Court of Appeal Refuses Appeal in R v Khayam Khurshid Based on Lack of Credible Fresh Evidence

Citation: [2023] EWCA Crim 1687
Judgment on


In the case of R v Khayam Khurshid [2023] EWCA Crim 1687, the Court of Appeal reviewed an application for permission to appeal against a conviction for murder and possession of a firearm with intent to endanger life. The appellant challenged the conviction based on the purported weakness of identification evidence and sought to amend the appeal grounds to include fresh evidence.

Key Facts

Khayam Khurshid was convicted and sentenced to life imprisonment for the murder of Cole Kershaw and related offenses. At trial, his alibi defense was that he was not present at the crime scene but was instead at a different location, specifically outside the Best One Shop. This alibi was later tainted by a conviction for perverting the course of justice relating to an accomplice. Post-conviction, Khurshid sought to introduce fresh evidence to support his alibi and challenge the sufficiency of identification evidence presented at trial.

No Case to Answer and Turnbull Guidelines

A pivotal point in the appellant’s argument revolves around the judge’s decision to reject a ‘no case to answer’ submission at trial. This decision is grounded in the guidelines established in R v Turnbull [1977] QB 224, where poor quality identifying evidence, such as a fleeting glance or observation made under difficult conditions, mandates a judge to withdraw the case from the jury unless corroborative evidence exists. In R v Goddard and Fallick [2012] EWCA Crim 1756, the court elaborated on the criteria for considering ‘no case to answer’, emphasizing that the judge should assess whether evidence could lead a reasonable jury to convict.

Application to Amend Grounds and Fresh Evidence

Permission to amend grounds post-conviction is directed by Criminal Procedure Rules 36.14(5), requiring consideration of various factors including delay, the interest of justice, and why the facts were not raised initially.
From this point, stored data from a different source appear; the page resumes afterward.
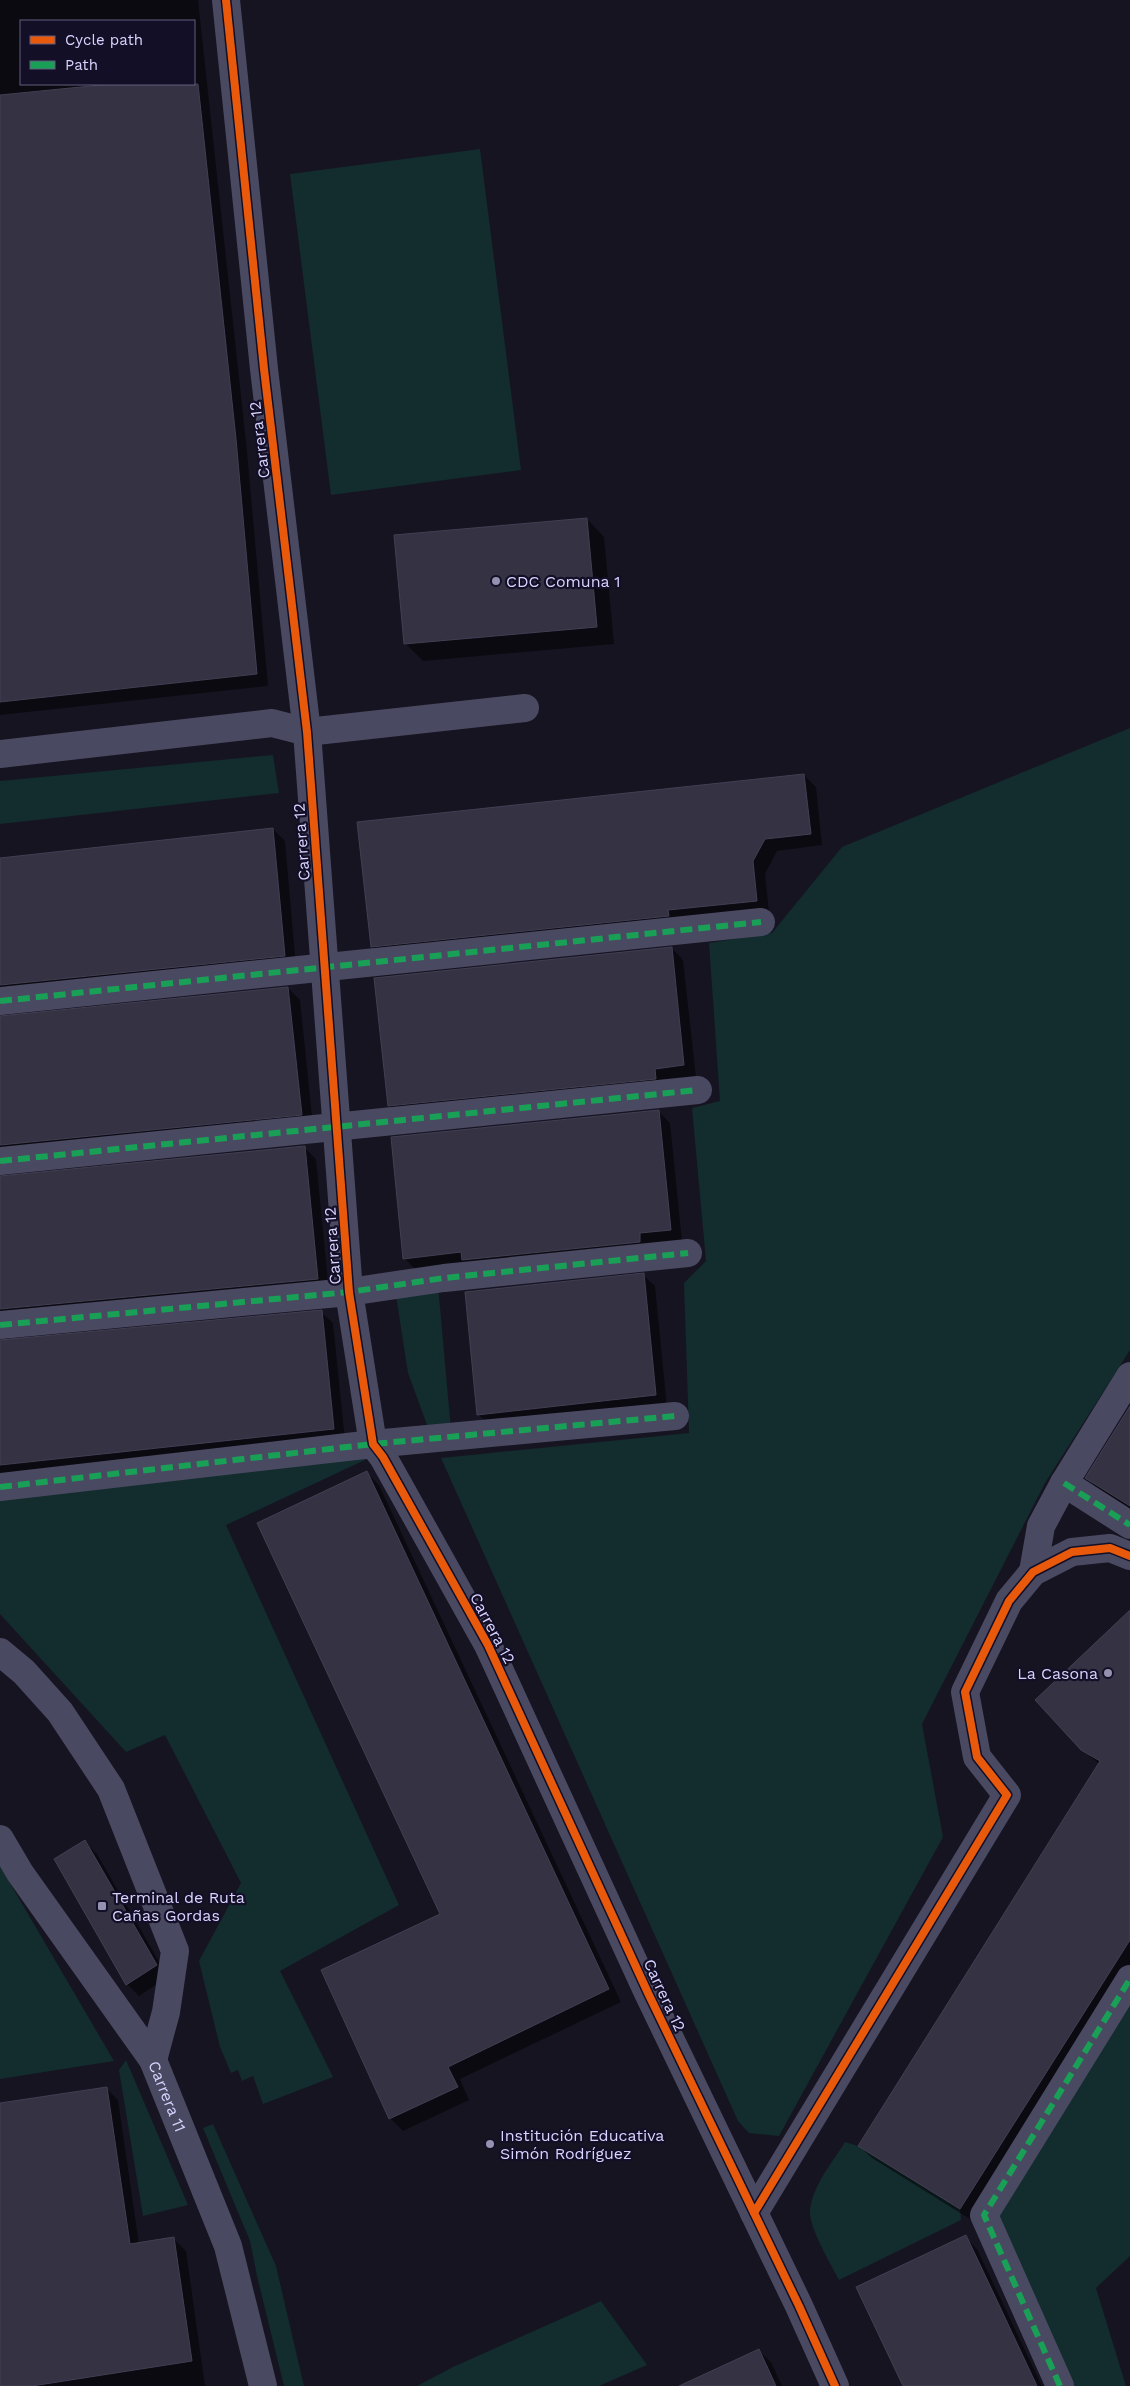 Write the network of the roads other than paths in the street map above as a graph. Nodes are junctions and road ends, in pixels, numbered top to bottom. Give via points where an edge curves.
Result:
1 (226, 0) edge
2 (525, 708) dead end
3 (307, 732) junction
4 (0, 754) edge
5 (761, 922) dead end
6 (324, 966) junction
7 (0, 1001) edge
8 (698, 1090) dead end
9 (336, 1126) junction
10 (0, 1160) edge
11 (688, 1253) dead end
12 (349, 1292) junction
13 (0, 1325) edge
14 (1130, 1376) edge
15 (675, 1416) dead end
16 (373, 1444) junction
17 (1064, 1483) junction
18 (0, 1487) edge
19 (1130, 1525) edge
20 (1130, 1556) edge
21 (1033, 1572) junction
22 (0, 1652) edge
23 (0, 1839) edge
24 (1130, 1979) edge
25 (153, 2060) junction
26 (754, 2213) junction
27 (263, 2386) edge
28 (835, 2386) edge
29 (1060, 2386) edge

1 - 3 street, Carrera 12 via 264,369
2 - 3 street
3 - 4 street via 272,723
3 - 6 street, Carrera 12
5 - 6 street
6 - 7 street
6 - 9 street, Carrera 12
8 - 9 street
9 - 10 street
9 - 12 street, Carrera 12
11 - 12 street via 444,1278
12 - 13 street
12 - 16 street, Carrera 12
14 - 17 street
15 - 16 street
16 - 18 street
16 - 26 street, Carrera 12 via 488,1645 648,1993
17 - 19 street
17 - 21 street via 1041,1526
20 - 21 street via 1110,1548 1072,1552
21 - 26 street via 1009,1602 965,1692 977,1757 1007,1795
22 - 25 street via 24,1672 60,1712 111,1789 175,1951 161,2038
23 - 25 street, Carrera 11
24 - 29 street via 984,2215
25 - 27 street, Carrera 11 via 228,2246
26 - 28 street, Carrera 12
Fresh evidence may be admitted under Section 23(2) of the Criminal Appeal Act 1968 if it is credible, would have been admissible at trial, might afford ground for an appeal, and carries a reasonable explanation for its initial omission.
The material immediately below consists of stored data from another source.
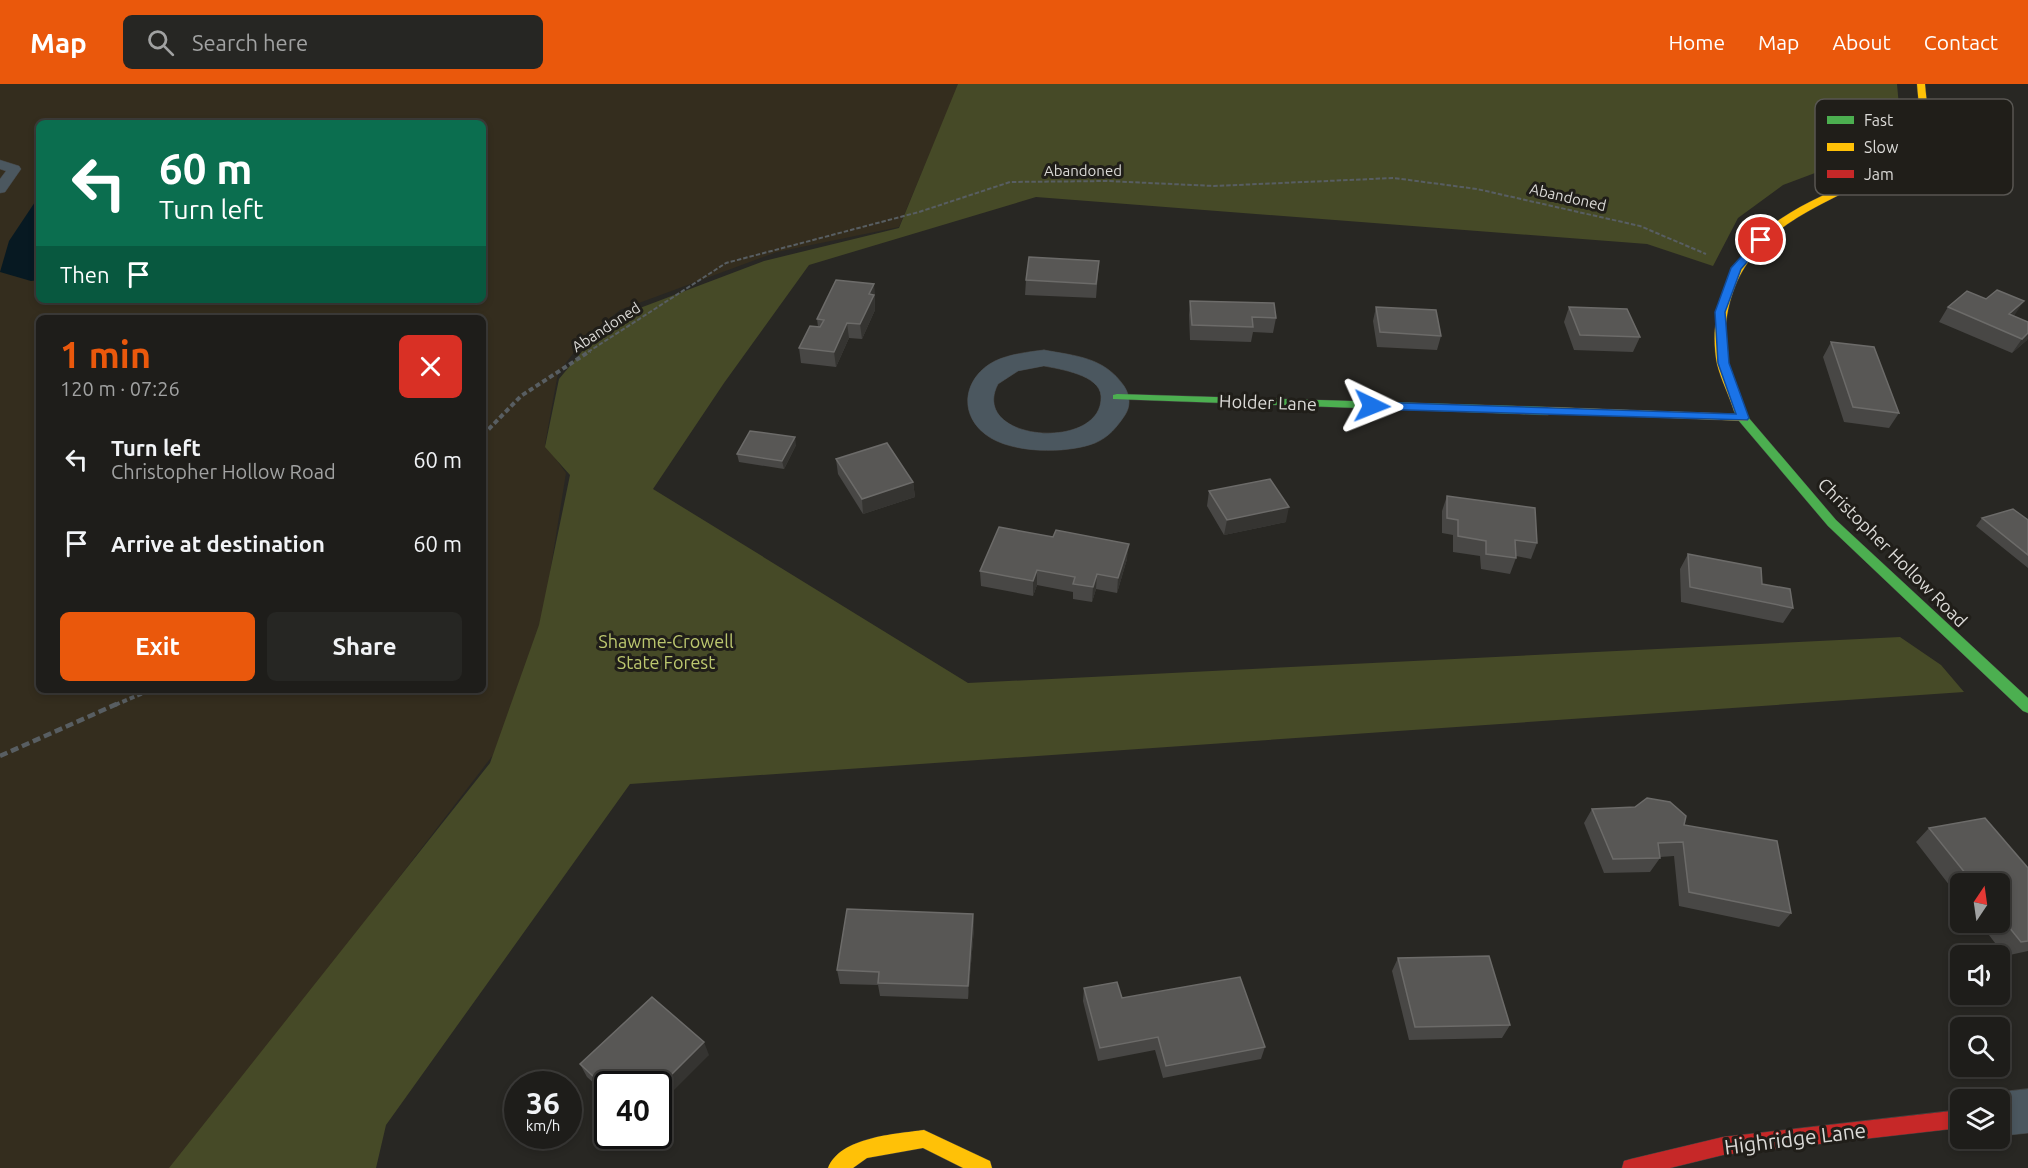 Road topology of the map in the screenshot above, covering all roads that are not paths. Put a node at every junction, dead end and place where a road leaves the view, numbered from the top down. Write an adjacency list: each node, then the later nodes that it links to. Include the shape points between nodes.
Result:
1 (1921, 84): 2 (street, Christopher Hollow Road)
2 (1922, 99)
3 (0, 164): 4 (lane, via 14,169)
4 (0, 189)
5 (1834, 195): 7 (street, Christopher Hollow Road, via 1783,222 1737,268 1720,312 1723,363)
6 (1117, 397): 6 (street, via 1115,412 1104,425 1087,436 1064,442 1015,438 996,428 983,415 978,401 990,376 1005,366 1044,358 1084,364 1112,384); 7 (street, Holder Lane)
7 (1743, 418): 8 (street, Christopher Hollow Road, via 1832,523)
8 (2028, 707)
9 (2028, 1111): 10 (street)
10 (2010, 1113)
11 (1950, 1120): 14 (street, Highridge Lane, via 1723,1146)
12 (837, 1168): 13 (street, via 864,1149 924,1138)
13 (983, 1168)
14 (1631, 1168)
The Court of Appeal applied these principles, observing that while the identification evidence required a robust Turnbull warning, it was not so insubstantial as to warrant withdrawal from the jury. Regarding the fresh evidence, the court scrutinized the credibility of the new witnesses and whether their absence from the trial was justifiable. The court found no reasonable explanation for their failure to testify at trial and deemed the fresh evidence unable to significantly impact the jury’s already thorough findings. Consequently, the court also referred to R v Vowles [2015] EWCA Crim 45 regarding the interests of justice, reiterating the importance of why evidence was not introduced at trial.


The Court of Appeal refused the application for permission to appeal against the conviction. It dismissed the new alibi evidence as non-credible and lacking a reasonable explanation for its absence at the original trial. The court ruled that admitting the fresh evidence would not serve the interests of justice and the applicant’s prior defense had already been undermined by related convictions for trying to pervert its course.


R v Khayam Khurshid reinforces the principle that conviction appeals must demonstrate the unreasonableness of the original jury’s verdict based on the evidence at trial. The refusal to introduce fresh evidence illustrates the need for such evidence to be credible, substantively different, and accompanied by a valid reason for its initial exclusion. Furthermore, the interests of justice remain a paramount concern—notably when previous attempts to manipulate the evidence have been observed. This case upholds the integrity of jury verdicts where accused parties have been duly convicted based on reliable and substantiated evidence.